Monday, Mar. 22, 1948
Bigger Than Jumbo
P. T. Barnum and Tex Rickard would have stared in envy. They had staged many a flamboyant spectacle during Madison Square Garden's 70-year history. But last week, in his red-carpeted, walnut-paneled president's office, John Reed Kilpatrick, 58, beamed happily over the biggest thing yet to come the Garden's way.
For the fourth time in its life, the Garden was about to get a new home, this time a $25,000,000 one. It will be three times as big as the present Garden (built in 1925), and will cover two city blocks (between 58th and 60th Streets, at Columbus Circle). It will provide Manhattan with 1) the world's biggest convention hall, and 2) parking space for 2,000 cars. To finance the building, New York City's Triborough Bridge and Tunnel Authority will sell $25 million in bonds. Madison Square Garden Corp. will operate it under a 35-year lease which guarantees New York City $1,000,000 a year in rent.
Humbug & Hullabaloo. That was a far cry from the "Monster Classical and Geological Hippodrome" which Barnum had christened the first Garden, an abandoned depot of the New York Central & Harlem River Steam Railroad at Madison Avenue. The Barnum spectacles and others went so well that in 1889, Garden Owner William H. Vanderbilt got together with Barnum, J. Pierpont Morgan, and other Manhattan tycoons, tore down the old building and built a new $3,000,000 one. On opening night, Edward Strauss played waltzes to the audience of "old dowagers, ancient bucks, fresh brides, dewy buds, young blades and sprigging braves."

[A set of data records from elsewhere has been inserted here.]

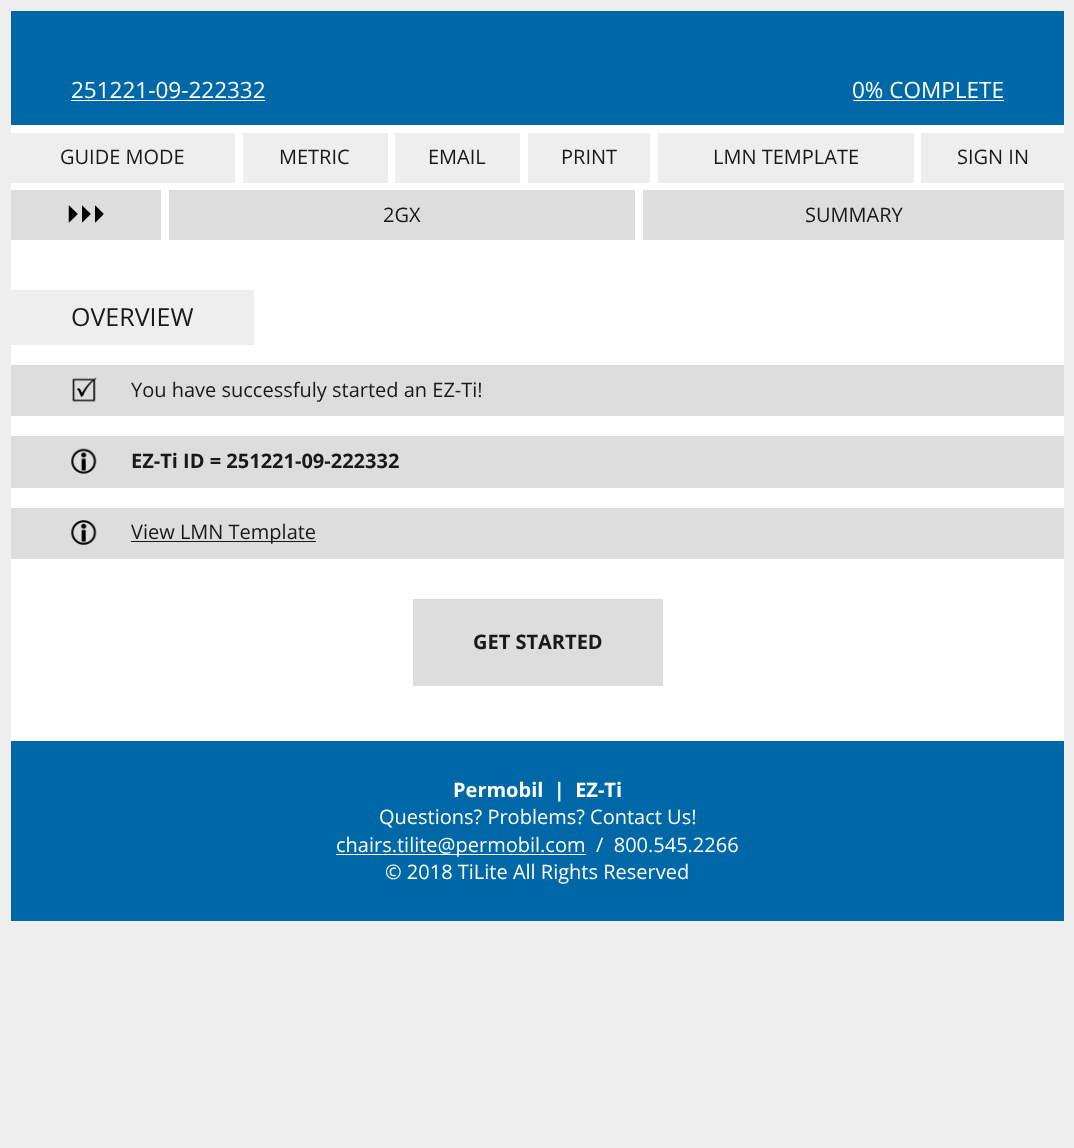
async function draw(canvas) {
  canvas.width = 1074
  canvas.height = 1148
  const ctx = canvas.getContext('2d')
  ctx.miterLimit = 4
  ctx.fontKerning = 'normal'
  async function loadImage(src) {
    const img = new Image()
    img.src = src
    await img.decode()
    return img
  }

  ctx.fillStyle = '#eee'
  ctx.fillRect(0, 0, 1074, 1148)
  ctx.fillStyle = '#fff'
  ctx.fillRect(11, 125, 1053, 616)
  ctx.fillStyle = '#0068a6'
  ctx.fillRect(11, 11, 1053, 114)
  ctx.font = '22.5px Open Sans'
  ctx.fillStyle = '#fff'
  ctx.fillText('251221-09-222332', 71, 98)
  ctx.fillRect(71, 100, 194, 1)
  ctx.fillText('0% COMPLETE', 852, 98)
  ctx.fillRect(853, 100, 151, 1)
  ctx.fillStyle = '#eee'
  ctx.fillRect(11, 133, 1053, 50)
  ctx.fillStyle = '#fff'
  ctx.fillRect(235, 133, 8, 50)
  ctx.font = '20px Open Sans'
  ctx.fillStyle = '#191919'
  ctx.fillText('GUIDE MODE', 60, 164)
  ctx.fillStyle = '#fff'
  ctx.fillRect(388, 133, 7, 50)
  ctx.fillStyle = '#191919'
  ctx.fillText('METRIC', 279, 164)
  ctx.fillStyle = '#fff'
  ctx.fillRect(520, 133, 8, 50)
  ctx.fillStyle = '#191919'
  ctx.fillText('EMAIL', 428, 164)
  ctx.fillStyle = '#fff'
  ctx.fillRect(650, 133, 8, 50)
  ctx.fillStyle = '#191919'
  ctx.fillText('PRINT', 561, 164)
  ctx.fillStyle = '#fff'
  ctx.fillRect(914, 133, 7, 50)
  ctx.fillStyle = '#191919'
  ctx.fillText('LMN TEMPLATE', 713, 164)
  ctx.fillText('SIGN IN', 957, 164)
  ctx.fillStyle = '#ddd'
  ctx.fillRect(11, 190, 1053, 50)
  ctx.fillStyle = '#fff'
  ctx.fillRect(161, 190, 8, 50)
  ctx.drawImage(await loadImage('image0.png'), 68, 205, 36, 18)
  ctx.fillRect(635, 190, 8, 50)
  ctx.fillStyle = '#191919'
  ctx.fillText('2GX', 383, 222)
  ctx.fillText('SUMMARY', 805, 222)
  ctx.fillStyle = '#eee'
  ctx.fillRect(11, 290, 243, 55)
  ctx.font = '25px Open Sans'
  ctx.fillStyle = '#191919'
  ctx.fillText('OVERVIEW', 71, 326)
  ctx.fillStyle = '#ddd'
  ctx.fillRect(11, 365, 1053, 51)
  ctx.drawImage(await loadImage('image1.png'), 72, 377, 25, 25)
  ctx.font = '20px Open Sans'
  ctx.fillStyle = '#191919'
  ctx.fillText('You have successfuly started an EZ-Ti!', 131, 397)
  ctx.fillStyle = '#ddd'
  ctx.fillRect(11, 436, 1053, 52)
  ctx.drawImage(await loadImage('image2.png'), 71, 448, 26, 26)
  ctx.font = 'bold 20px Open Sans'
  ctx.fillStyle = '#191919'
  ctx.fillText('EZ-Ti ID = 251221-09-222332', 131, 468)
  ctx.fillStyle = '#ddd'
  ctx.fillRect(11, 508, 1053, 51)
  ctx.drawImage(await loadImage('image3.png'), 71, 520, 26, 25)
  ctx.fillStyle = '#191919'
  ctx.fillRect(131, 541, 185, 1)
  ctx.font = '20px Open Sans'
  ctx.fillText('View LMN Template', 131, 539)
  ctx.fillStyle = '#ddd'
  ctx.fillRect(413, 599, 250, 87)
  ctx.font = 'bold 20px Open Sans'
  ctx.fillStyle = '#191919'
  ctx.fillText('GET STARTED', 473, 649)
  ctx.fillStyle = '#0068a6'
  ctx.fillRect(11, 741, 1053, 180)
  ctx.fillStyle = '#fff'
  ctx.fillText('Permobil  |  EZ-Ti', 453, 797)
  ctx.font = '20px Open Sans'
  ctx.fillText('Questions? Problems? Contact Us!', 379, 824)
  ctx.fillRect(336, 854, 250, 1)
  ctx.fillText('chairs.tilite@permobil.com', 336, 852)
  ctx.fillText('/  800.545.2266', 596, 852)
  ctx.fillText('© 2018 TiLite All Rights Reserved', 385, 879)
}

draw(document.querySelector('canvas'))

Dewey's victory at Manila was re-enacted on the flooded Garden floor (small battleships were bombarded by men in the rafters). There the first U.S. automobile show was held. There John L. Sullivan and many another old-timer fought.
The Manly Art. Promoter Tex Rickard, the Barnum of boxing, came on the scene just when the Garden's owners were getting ready to raze it. They were so impressed by his money-making shows that, when the Garden was torn down, they raised $5,000,000 to build a new & bigger one on Eighth Avenue, later listed its shares on the New York Stock Exchange.
Rickard's death--and the depression--put the Garden into the red. Kilpatrick, a construction man, was picked to pull it out. Kilpatrick was fond of sports. At Yale ('11) he had been an All-America end as well as a Phi Beta Kappa. Kilpatrick cut out the mammoth free-ticket list, broke up the under-table deals with ticket speculators, put less stress on boxing, more on hockey (the Garden owns the cup-winning Rangers), the circus, ice shows and rodeos. By 1935 he hit the black with a profit of $179,568, has stayed there ever since.(The stock went from $1f to as high as $63 before it split 3 for 1.)
Last year, Kilpatrick boosted the gate to $7,800,000, eclipsing Rickard's alltime record ($7,600,000 in 1927) and turned in a net profit of $1,200,000. Said he: "I think business is good enough to support two Gardens. When the new one is ready, we'll keep the old one going, too."